By Steve LaMontia, Director of Communications
Aaron Eberhardt is the maestro of the symphony called the Central Florida Amateur Baseball League. The 20-team league resides in the middle of a Floridian hotbed of baseball talent and covers a large geographical area but also provides a wide range of talent, which can create some problems.
“Up until a few years ago we played as one MABL division but the teams with the ex-pros or collegiate players would cream some of the average teams made up of guys who just wanted to return to baseball,” said Eberhardt. “Teams would actually pull out mid-season after getting creamed so it had to be addressed.”
“We divided the league into two divisions, competitive and recreational. We have six very competitive teams who now get to play a good game every week and 14 recreational teams. The rec teams are still good teams but they don’t have to face a 90-mph fastball from a recent college pitcher or throw to a guy who hits it 400 feet. Everyone is happy.”
After arranging the different divisions, Aaron realized that he created a monster that he didn’t have enough time in the day to dedicate to.

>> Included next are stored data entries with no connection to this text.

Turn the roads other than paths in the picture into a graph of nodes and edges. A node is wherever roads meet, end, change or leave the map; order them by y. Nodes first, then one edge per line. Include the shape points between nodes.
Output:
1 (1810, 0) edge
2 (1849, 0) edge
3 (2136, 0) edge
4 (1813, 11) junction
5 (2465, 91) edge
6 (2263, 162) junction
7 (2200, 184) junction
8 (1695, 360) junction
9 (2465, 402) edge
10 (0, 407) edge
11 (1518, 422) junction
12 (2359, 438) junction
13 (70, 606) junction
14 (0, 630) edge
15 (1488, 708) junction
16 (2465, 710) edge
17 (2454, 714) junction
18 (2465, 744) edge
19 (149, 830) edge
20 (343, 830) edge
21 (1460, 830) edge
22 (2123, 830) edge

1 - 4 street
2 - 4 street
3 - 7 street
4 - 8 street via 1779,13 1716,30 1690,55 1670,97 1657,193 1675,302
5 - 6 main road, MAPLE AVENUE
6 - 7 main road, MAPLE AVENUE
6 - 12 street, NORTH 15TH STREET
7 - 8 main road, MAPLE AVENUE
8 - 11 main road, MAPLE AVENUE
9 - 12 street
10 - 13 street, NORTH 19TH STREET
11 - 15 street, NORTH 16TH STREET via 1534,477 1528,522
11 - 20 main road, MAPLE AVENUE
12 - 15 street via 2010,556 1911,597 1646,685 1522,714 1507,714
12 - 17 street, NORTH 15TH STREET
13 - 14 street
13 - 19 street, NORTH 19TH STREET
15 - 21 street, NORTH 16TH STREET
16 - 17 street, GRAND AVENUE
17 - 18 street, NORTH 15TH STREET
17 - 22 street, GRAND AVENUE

“I needed two presidents with my new role being changed to the ‘go to’ guy in case of big problems and scheduling. The day to day stuff is now handled by Sergio Delgado with the competitive guys and Kareem Evans dealing with all recreational issues. They are both doing a terrific job and may be called on one day to take over for me if I decide it’s time to step down.”
The league has become the culmination of other area leagues, as Aaron’s hard work and organizational skills assisted in gobbling up other leagues from people not prepared to put in the work. He promoted the heck out of his new league, in areas such as Orlando, Daytona and Tampa, and came under the MSBL umbrella in 2013. The CFABL is now known as ‘THE’ area league to play in.
“I still play for the Lakeland Ball Hawgs, who are the recreational division champs. Lakeland is pretty much where our league calls home, though we draw teams from an hour away and also play in some of the neighboring communities to try to cut down on everyone’s travel time.”
Next year Aaron said there will be more of a mixed season with both divisions playing each other in the spring and then in the fall session they will go back to the recreational and competitive distinction. Drawing from the St. Pete, Clearwater and Land O Lakes areas, the fall session is a time when a lot of the competitive teams take it off so that they can watch football or maybe play in a tournament. He mentioned that it’s a good time for new players to become involved and get ready for the spring season.
Getting back to the issues of the day, what special precautions have been undertaken to ensure the safety of the players during the pandemic?
“We took the MSBL guidelines that were forwarded and the county recommendations and picked and chose. We emailed our final list of recommendations to all the managers and created specific rules for the game. For example, dugouts can have no more than two players at any given time while everyone else stays outside the dugout with a mask. The first baseman has to wear a mask if he holds on a runner. We decided you can steal so that’s where the mask for first baseman came from.
It is voluntary to wear masks on the field but you must wear one off the field. Umpires have to wear masks but we decided that coaches don’t have to wear a mask on the field. We keep two umpires, with one behind the plate and one in field, because of potential arguments if they were both stationed behind the mound. It is actually dangerous to be six feet behind the catcher because of potential foul balls so they are positioned right behind the catcher. The umps also signed a waiver stating that they accept the risk.”
Any other special considerations?
“There are no mound meetings, though that is a tough one to enforce, and we encouraged the umpires to enforce our dugout rule throughout the game. We just can’t be everywhere but they can. The defense also uses their own baseballs and the managers were told to buy a thermometer to take their team’s temperatures before the game. It was encouraging to see probably 95% of our players wearing their mask when not on the field.”
In conclusion, we asked Aaron how he sees the make-up of the league in the years to come.
“We are technically an 18+ league because we are 18-over minimum, though this year in the rec division we allowed 17 year old’s to play so that they had somewhere to go and we even allowed some 16 year old’s to play with their parents signing a permission slip. We have tried to create an older division in past years, such as a 25+ or 30+, but the market just isn’t there.
We were going to finish our spring/summer season by the end of July or beginning of August but COVID dictated that we will now conclude September 20th, barring rainouts. To get in a full season we have even decided to play holidays and play double-headers if necessary. It has been a tough thing to schedule all of the games but at least we’re playing ball again. The players are happy and complaints are low. We’ll get it done.”